RS1 Satellite Phage Promotes Diversity of Toxigenic Vibrio cholerae by Driving CTX Prophage Loss and Elimination of Lysogenic Immunity

In El Tor biotype strains of toxigenic Vibrio cholerae, the CTX phi prophage often resides adjacent to a chromosomally integrated satellite phage genome, RS1, which produces RS1 phi particles by using CTX prophage-encoded morphogenesis proteins. RS1 encodes RstC, an antirepressor against the CTX phi repressor RstR, which cooperates with the host-encoded LexA protein to maintain CTX phi lysogeny. We found that superinfection of toxigenic El Tor strains with RS1 phi, followed by inoculation of the transductants into the adult rabbit intestine, caused elimination of the resident CTX prophage-producing nontoxigenic derivatives at a high frequency. Further studies using recA deletion mutants and a cloned rstC gene showed that the excision event was recA dependent and that introduction of additional copies of the cloned rstC gene instead of infection with RS1 phi was sufficient to enhance CTX phi elimination.
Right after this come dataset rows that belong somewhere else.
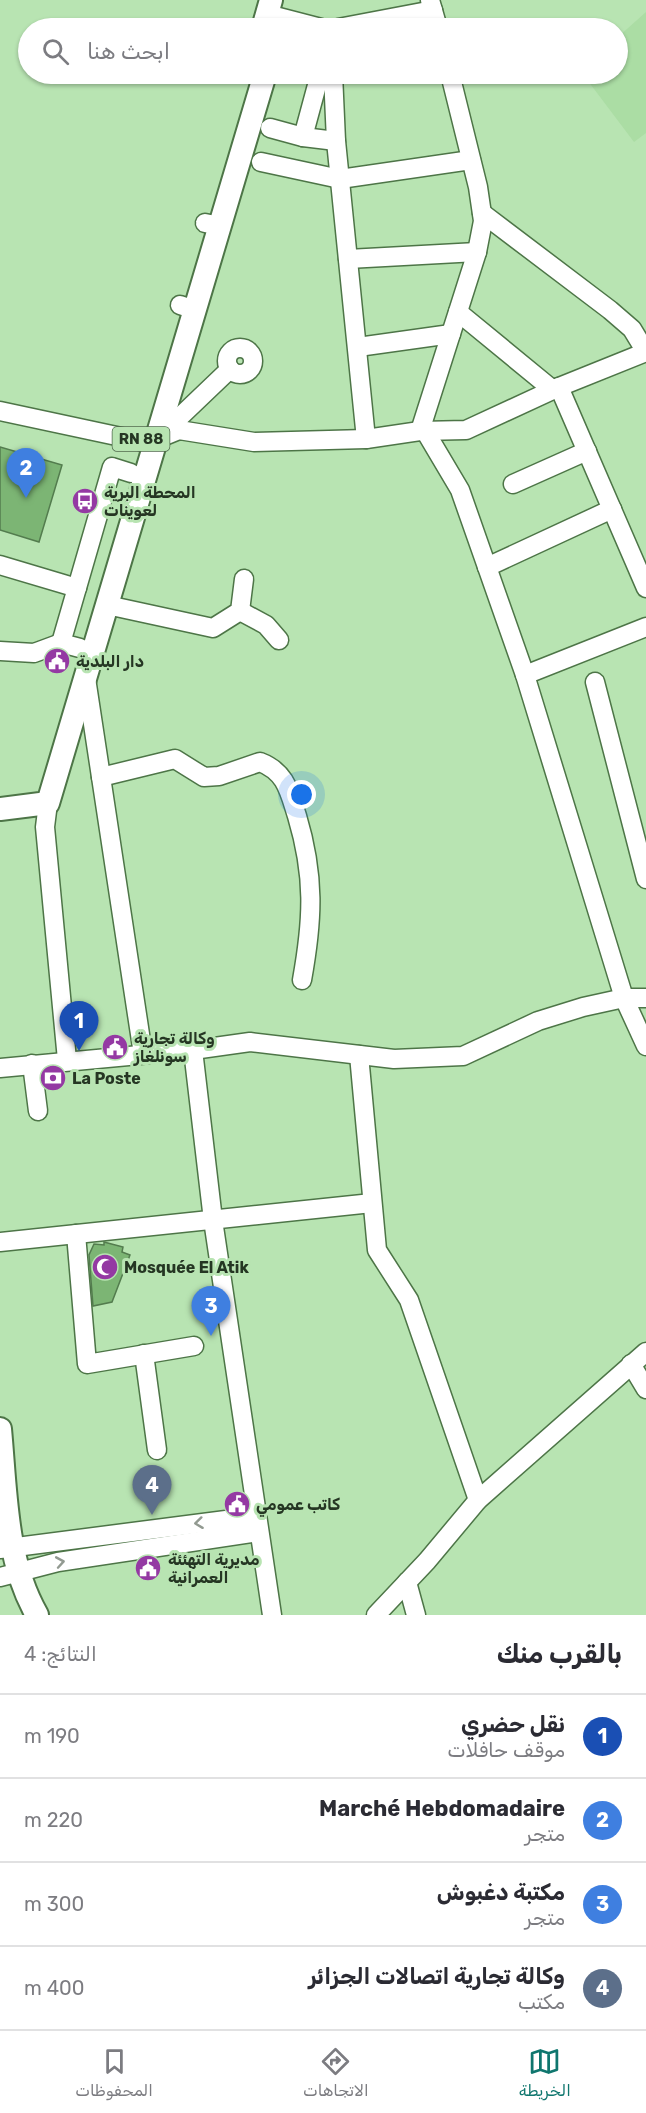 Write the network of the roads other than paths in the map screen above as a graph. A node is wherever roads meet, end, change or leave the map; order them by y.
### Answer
1 (431, 5) edge
2 (378, 18) edge
3 (247, 84) edge
4 (261, 84) edge
5 (317, 84) edge
6 (333, 84) edge
7 (452, 84) edge
8 (270, 128) dead end
9 (303, 137) junction
10 (336, 141) junction
11 (471, 160) junction
12 (261, 162) dead end
13 (340, 179) junction
14 (482, 213) junction
15 (212, 225) junction
16 (477, 252) junction
17 (348, 259) junction
18 (458, 312) junction
19 (451, 334) junction
20 (358, 347) junction
21 (646, 352) edge
22 (230, 369) dead end
23 (556, 389) junction
24 (0, 411) edge
25 (422, 431) junction
26 (366, 439) junction
27 (149, 440) junction
28 (587, 451) junction
29 (131, 473) junction
30 (513, 484) dead end
31 (612, 509) junction
32 (0, 565) edge
33 (487, 567) junction
34 (244, 579) dead end
35 (77, 588) junction
36 (646, 588) edge
37 (107, 605) junction
38 (240, 611) junction
39 (646, 627) edge
40 (279, 640) dead end
41 (70, 645) junction
42 (0, 651) edge
43 (525, 675) junction
44 (86, 676) junction
45 (595, 682) dead end
46 (101, 777) junction
47 (41, 803) junction
48 (0, 808) edge
49 (646, 879) edge
50 (302, 980) dead end
51 (624, 998) junction
52 (646, 998) edge
53 (646, 1046) edge
54 (193, 1050) junction
55 (143, 1054) junction
56 (359, 1055) junction
57 (67, 1060) junction
58 (32, 1064) junction
59 (0, 1068) edge
60 (38, 1111) dead end
61 (372, 1203) junction
62 (213, 1220) junction
63 (76, 1234) junction
64 (0, 1242) edge
65 (194, 1346) dead end
66 (646, 1352) edge
67 (144, 1354) junction
68 (631, 1364) junction
69 (646, 1389) edge
70 (0, 1429) edge
71 (157, 1450) dead end
72 (478, 1500) junction
73 (258, 1524) junction
74 (6, 1564) edge
75 (407, 1582) junction
76 (19, 1615) edge
77 (37, 1615) edge
78 (272, 1615) edge
79 (376, 1615) edge
80 (416, 1615) edge

1 - 2 street
3 - 15 main road, RN 88
4 - 15 main road, RN 88
5 - 9 street
6 - 10 street
7 - 11 street
8 - 9 street
9 - 10 street
10 - 13 street
11 - 13 street
11 - 14 street
12 - 13 street
13 - 17 street
14 - 16 street
14 - 21 street
15 - 27 main road, RN 88
16 - 17 street
16 - 18 street
17 - 20 street
18 - 19 street
18 - 23 street
19 - 20 street
19 - 25 street
20 - 26 street
21 - 23 street
22 - 27 street
23 - 25 street
23 - 28 street
24 - 27 street
25 - 26 street
25 - 33 street
26 - 27 street
27 - 29 main road, RN 88
27 - 37 main road, RN 88
28 - 30 street
28 - 31 street
29 - 35 street
29 - 41 main road, RN 88
31 - 33 street
31 - 36 street
32 - 35 street
33 - 43 street
34 - 38 street
35 - 41 street
37 - 38 street
37 - 44 main road, RN 88
38 - 40 street
39 - 43 street
41 - 42 street
41 - 47 main road, RN 88
43 - 51 street
44 - 46 street
44 - 47 main road, RN 88
45 - 49 street
46 - 50 street
46 - 55 street
47 - 48 main road
47 - 57 street
51 - 52 street
51 - 53 street
51 - 56 street
54 - 55 street
54 - 56 street
54 - 62 street
55 - 57 street
56 - 61 street
57 - 58 street
58 - 59 street
58 - 60 street
61 - 62 street
61 - 72 street
62 - 63 street
62 - 73 street
63 - 64 street
63 - 67 street
65 - 67 street
66 - 68 street
67 - 71 street
68 - 69 street
68 - 72 street
70 - 74 main road
72 - 75 street
73 -> 74 street
74 -> 73 street
73 - 78 street
74 - 76 main road
74 - 77 main road
75 - 79 street
75 - 80 street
Our data suggest that once it is excised from the chromosome, the elimination of CTX prophage from host cells is driven by the inability to reestablish CTX phi lysogeny while RstC is overexpressed. However, with eventual loss of the additional copies of rstC, the nontoxigenic derivatives can act as precursors of new toxigenic strains by acquiring the CTX prophage either through reinfection with CTX phi or by chitin-induced transformation. These results provide new insights into the role of RS1 phi in V. cholerae evolution and the emergence of highly pathogenic clones, such as the variant strains associated with recent devastating epidemics of cholera in Asia, sub-Saharan Africa, and Haiti.